该样本为体检正常且血常规单核细胞含量正常的临床样本(同实施例3)，使用抗体组合为CD64-PE、CD14-ECD、CD16-APC、CD45-KO，对获取数据按以下步骤进行抗体表达模式分析：

1、获取该待测样本的流式细胞术检测结果数据。使用CD45-SSC(侧向散射光)设门，根据CD45-SSC的表达情况，圈出目标细胞群：总单核细胞(图9的右侧上部区域)，可见总单核细胞比例为7.92％，以下将对这群细胞进行免疫表型分析。

2、总单核细胞群的CD16-CD14表达情况散点图如图10所示，根据CD16和CD14的表达情况，分为三个亚群，可见经典型单核(MO1，表型定义为CD14+/CD16-)占单核细胞的75.61％、中间型单核(MO2，表型定义为CD14+/CD16+)占单核细胞的10.80％、非经典型单核(MO3，表型定义为CD14dim/CD16+)占单核细胞的6.45％。

使用此抗体组合检测该例待测样本的单核细胞亚群，经典型单核(MO1)的比例为75.61％，虽＜94％，提示患者为非慢性粒单核细胞白血病(非CMML)，与临床诊断结果相符，但是如图10所示，L-区域中有7.13％的CD16/CD14均不表达的细胞群，提示仅使用CD45-SSC圈出的总单核细胞群，里面可能混有其他细胞(如部分体积偏小的粒细胞和部分体积偏大的淋巴细胞)，总单核细胞不纯，会直接影响亚群的比例，导致结果不准确。

二、异常样本

该样本为临床已经确诊CMML患者的外周血标本(同实施例3)。使用抗体组合为CD64-PE、CD14-ECD、CD16-APC、CD45-KO，对获取数据按以下步骤进行抗体表达模式分析：

1、获取该待测样本的流式细胞术检测结果数据。使用CD45-SSC(侧向散射光)设门，根据CD45-SSC的表达情况，圈出目标细胞群：总单核细胞(图11的右侧上部区域)，可见总单核细胞比例为15.75％，以下将对这群细胞进行免疫表型分析。

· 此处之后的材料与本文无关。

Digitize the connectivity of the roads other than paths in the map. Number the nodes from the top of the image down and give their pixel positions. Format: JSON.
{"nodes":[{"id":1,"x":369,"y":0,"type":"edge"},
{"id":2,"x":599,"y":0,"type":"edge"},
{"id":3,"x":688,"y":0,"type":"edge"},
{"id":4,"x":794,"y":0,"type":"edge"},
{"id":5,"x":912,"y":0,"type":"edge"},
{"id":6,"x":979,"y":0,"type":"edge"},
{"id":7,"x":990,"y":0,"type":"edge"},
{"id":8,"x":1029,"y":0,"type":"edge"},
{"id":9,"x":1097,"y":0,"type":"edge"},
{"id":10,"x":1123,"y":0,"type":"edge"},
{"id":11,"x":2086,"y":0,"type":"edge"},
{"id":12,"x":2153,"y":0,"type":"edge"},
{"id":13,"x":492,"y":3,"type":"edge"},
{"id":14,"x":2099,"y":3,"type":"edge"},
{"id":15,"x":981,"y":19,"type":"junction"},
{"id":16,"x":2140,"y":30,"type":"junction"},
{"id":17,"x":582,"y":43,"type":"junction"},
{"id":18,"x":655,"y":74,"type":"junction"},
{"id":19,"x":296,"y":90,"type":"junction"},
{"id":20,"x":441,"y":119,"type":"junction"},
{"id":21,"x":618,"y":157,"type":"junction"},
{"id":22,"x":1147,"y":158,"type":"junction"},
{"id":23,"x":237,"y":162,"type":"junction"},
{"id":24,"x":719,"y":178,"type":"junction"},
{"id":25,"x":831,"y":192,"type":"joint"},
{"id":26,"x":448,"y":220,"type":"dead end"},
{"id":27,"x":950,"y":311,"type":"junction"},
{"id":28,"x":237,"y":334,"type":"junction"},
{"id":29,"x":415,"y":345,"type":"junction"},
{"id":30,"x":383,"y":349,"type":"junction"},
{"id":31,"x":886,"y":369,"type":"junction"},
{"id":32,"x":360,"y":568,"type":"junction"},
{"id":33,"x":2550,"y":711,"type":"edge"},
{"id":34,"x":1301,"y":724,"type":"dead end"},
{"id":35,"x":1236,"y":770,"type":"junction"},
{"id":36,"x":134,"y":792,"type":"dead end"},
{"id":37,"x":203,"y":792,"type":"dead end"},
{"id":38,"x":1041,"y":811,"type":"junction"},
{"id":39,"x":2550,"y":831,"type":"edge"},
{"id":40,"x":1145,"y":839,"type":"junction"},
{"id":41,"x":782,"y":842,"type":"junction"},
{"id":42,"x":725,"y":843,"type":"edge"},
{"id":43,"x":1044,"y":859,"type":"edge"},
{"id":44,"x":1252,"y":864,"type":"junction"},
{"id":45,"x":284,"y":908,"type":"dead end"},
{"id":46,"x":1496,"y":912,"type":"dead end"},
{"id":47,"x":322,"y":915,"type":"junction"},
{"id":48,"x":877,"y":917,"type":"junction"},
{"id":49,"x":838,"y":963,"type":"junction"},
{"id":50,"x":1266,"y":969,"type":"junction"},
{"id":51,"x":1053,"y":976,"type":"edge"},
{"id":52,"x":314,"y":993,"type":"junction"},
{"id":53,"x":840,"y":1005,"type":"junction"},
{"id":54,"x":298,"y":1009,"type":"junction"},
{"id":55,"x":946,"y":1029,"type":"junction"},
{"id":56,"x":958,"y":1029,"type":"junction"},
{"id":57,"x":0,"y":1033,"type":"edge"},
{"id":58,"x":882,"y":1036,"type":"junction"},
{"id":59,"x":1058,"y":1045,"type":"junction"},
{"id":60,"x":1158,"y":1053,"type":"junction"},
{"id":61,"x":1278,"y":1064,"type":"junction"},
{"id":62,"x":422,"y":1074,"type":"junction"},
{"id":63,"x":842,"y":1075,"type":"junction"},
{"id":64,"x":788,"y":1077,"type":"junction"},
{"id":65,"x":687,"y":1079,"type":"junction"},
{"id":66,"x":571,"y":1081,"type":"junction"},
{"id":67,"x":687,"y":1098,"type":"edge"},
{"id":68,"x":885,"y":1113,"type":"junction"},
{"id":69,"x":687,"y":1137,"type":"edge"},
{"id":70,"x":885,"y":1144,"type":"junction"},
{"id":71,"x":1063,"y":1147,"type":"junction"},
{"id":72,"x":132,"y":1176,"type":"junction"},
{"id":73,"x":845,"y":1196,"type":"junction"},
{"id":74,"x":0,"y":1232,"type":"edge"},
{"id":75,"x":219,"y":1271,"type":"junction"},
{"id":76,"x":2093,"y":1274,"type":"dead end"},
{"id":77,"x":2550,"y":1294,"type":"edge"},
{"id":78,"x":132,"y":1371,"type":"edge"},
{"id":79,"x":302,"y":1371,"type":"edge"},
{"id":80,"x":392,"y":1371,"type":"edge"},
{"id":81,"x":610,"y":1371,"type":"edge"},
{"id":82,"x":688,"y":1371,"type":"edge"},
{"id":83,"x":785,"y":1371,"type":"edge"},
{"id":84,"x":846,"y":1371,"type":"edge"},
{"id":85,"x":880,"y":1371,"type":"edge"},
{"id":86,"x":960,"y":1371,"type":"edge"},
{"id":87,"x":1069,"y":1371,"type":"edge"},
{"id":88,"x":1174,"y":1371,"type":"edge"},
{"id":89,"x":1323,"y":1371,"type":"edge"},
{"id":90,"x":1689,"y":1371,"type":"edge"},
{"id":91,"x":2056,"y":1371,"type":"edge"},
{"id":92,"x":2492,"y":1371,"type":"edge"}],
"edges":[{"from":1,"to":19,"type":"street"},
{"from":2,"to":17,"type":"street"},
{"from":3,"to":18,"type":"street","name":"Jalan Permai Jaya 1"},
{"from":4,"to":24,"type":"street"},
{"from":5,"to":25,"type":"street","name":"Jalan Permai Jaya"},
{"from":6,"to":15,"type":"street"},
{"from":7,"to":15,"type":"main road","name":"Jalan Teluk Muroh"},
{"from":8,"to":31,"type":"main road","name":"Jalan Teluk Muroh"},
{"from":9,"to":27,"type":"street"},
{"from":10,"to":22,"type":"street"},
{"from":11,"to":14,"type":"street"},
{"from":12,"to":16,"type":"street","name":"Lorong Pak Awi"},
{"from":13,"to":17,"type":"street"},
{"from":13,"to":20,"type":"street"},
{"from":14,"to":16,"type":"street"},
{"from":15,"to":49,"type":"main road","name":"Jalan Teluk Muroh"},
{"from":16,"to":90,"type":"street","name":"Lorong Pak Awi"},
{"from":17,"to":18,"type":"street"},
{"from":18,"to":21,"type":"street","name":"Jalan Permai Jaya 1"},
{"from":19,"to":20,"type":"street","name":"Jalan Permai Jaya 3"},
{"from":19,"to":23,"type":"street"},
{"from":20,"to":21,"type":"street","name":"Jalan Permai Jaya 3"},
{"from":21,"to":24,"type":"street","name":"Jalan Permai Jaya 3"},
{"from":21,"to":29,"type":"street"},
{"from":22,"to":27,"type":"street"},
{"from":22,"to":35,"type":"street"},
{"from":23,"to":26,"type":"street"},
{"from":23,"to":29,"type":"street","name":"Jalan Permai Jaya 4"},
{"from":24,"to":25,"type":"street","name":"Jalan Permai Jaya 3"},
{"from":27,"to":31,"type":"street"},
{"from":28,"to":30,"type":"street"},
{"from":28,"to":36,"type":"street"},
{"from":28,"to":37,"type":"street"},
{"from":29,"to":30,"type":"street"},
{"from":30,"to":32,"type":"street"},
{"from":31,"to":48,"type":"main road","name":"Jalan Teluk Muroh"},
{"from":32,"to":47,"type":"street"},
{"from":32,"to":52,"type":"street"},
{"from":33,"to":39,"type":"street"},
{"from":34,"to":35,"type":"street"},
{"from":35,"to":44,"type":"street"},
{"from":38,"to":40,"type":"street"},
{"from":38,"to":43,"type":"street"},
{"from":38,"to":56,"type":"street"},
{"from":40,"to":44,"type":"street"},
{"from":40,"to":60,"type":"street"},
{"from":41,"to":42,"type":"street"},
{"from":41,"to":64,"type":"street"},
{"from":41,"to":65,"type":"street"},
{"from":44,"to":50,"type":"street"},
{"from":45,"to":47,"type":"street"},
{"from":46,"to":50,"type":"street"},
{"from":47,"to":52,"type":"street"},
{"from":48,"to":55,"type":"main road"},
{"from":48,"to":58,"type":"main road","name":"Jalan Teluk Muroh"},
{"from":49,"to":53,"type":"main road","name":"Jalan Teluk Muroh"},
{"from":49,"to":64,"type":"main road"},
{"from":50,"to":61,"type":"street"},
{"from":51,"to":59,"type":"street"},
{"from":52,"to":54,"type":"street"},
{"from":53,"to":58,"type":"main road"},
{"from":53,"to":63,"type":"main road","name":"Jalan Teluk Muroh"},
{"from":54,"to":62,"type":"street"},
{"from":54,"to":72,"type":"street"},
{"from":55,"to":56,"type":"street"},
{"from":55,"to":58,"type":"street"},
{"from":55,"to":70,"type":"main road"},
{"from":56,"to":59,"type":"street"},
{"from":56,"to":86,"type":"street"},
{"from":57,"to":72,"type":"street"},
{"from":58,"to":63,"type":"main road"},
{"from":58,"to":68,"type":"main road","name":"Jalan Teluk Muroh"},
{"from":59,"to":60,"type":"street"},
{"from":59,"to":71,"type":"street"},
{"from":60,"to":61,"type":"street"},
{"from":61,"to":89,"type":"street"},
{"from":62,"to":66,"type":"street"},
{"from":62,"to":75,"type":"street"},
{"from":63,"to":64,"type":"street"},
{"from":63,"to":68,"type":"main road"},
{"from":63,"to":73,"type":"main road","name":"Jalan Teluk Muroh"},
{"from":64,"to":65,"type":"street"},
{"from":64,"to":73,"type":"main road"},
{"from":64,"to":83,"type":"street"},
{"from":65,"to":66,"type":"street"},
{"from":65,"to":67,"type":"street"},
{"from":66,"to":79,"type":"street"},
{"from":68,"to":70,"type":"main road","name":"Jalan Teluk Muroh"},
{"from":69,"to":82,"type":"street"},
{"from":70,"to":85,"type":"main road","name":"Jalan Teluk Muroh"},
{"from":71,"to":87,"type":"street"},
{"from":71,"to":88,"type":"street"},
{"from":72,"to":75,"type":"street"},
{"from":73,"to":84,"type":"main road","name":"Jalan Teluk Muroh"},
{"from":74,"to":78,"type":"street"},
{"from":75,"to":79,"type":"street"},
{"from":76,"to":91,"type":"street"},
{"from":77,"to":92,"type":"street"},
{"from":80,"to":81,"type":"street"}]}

2、总单核细胞群的CD16-CD14表达情况散点图如图12所示，根据CD16和CD14的表达情况，分为三个亚群，可见经典型单核(MO1,表型定义为CD14+/CD16-)占单核细胞的85.24％、中间型单核(MO2，表型定义为CD14+/CD16+)占单核细胞的1.11％、非经典型单核(MO3，表型定义为CD14dim/CD16+)占单核细胞的3.79％。

以上免疫表型均提示该待测样本的细胞群在正常对照人群抗体表达模式模板中，经典型单核(MO1)比例为85.24％，＜94％，提示患者为非慢性粒单核细胞白血病(CMML)，与临床诊断结果不相符。

因此，综合一和二的结果可知，在CD45-SSC圈门的基础上，增加CD36抗体，使用CD36-CD64圈出总单核细胞群，更精准，保证后面的单核亚群分析的百分比更准确。

以上所述实施例的各技术特征可以进行任意的组合，为使描述简洁，未对上述实施例中的各个技术特征所有可能的组合都进行描述，然而，只要这些技术特征的组合不存在矛盾，都应当认为是本说明书记载的范围。

以上所述实施例仅表达了本发明的几种实施方式，其描述较为具体和详细，但并不能因此而理解为对发明专利范围的限制。应当指出的是，对于本领域的普通技术人员来说，在不脱离本发明构思的前提下，还可以做出若干变形和改进，这些都属于本发明的保护范围。因此，本发明专利的保护范围应以所附权利要求为准。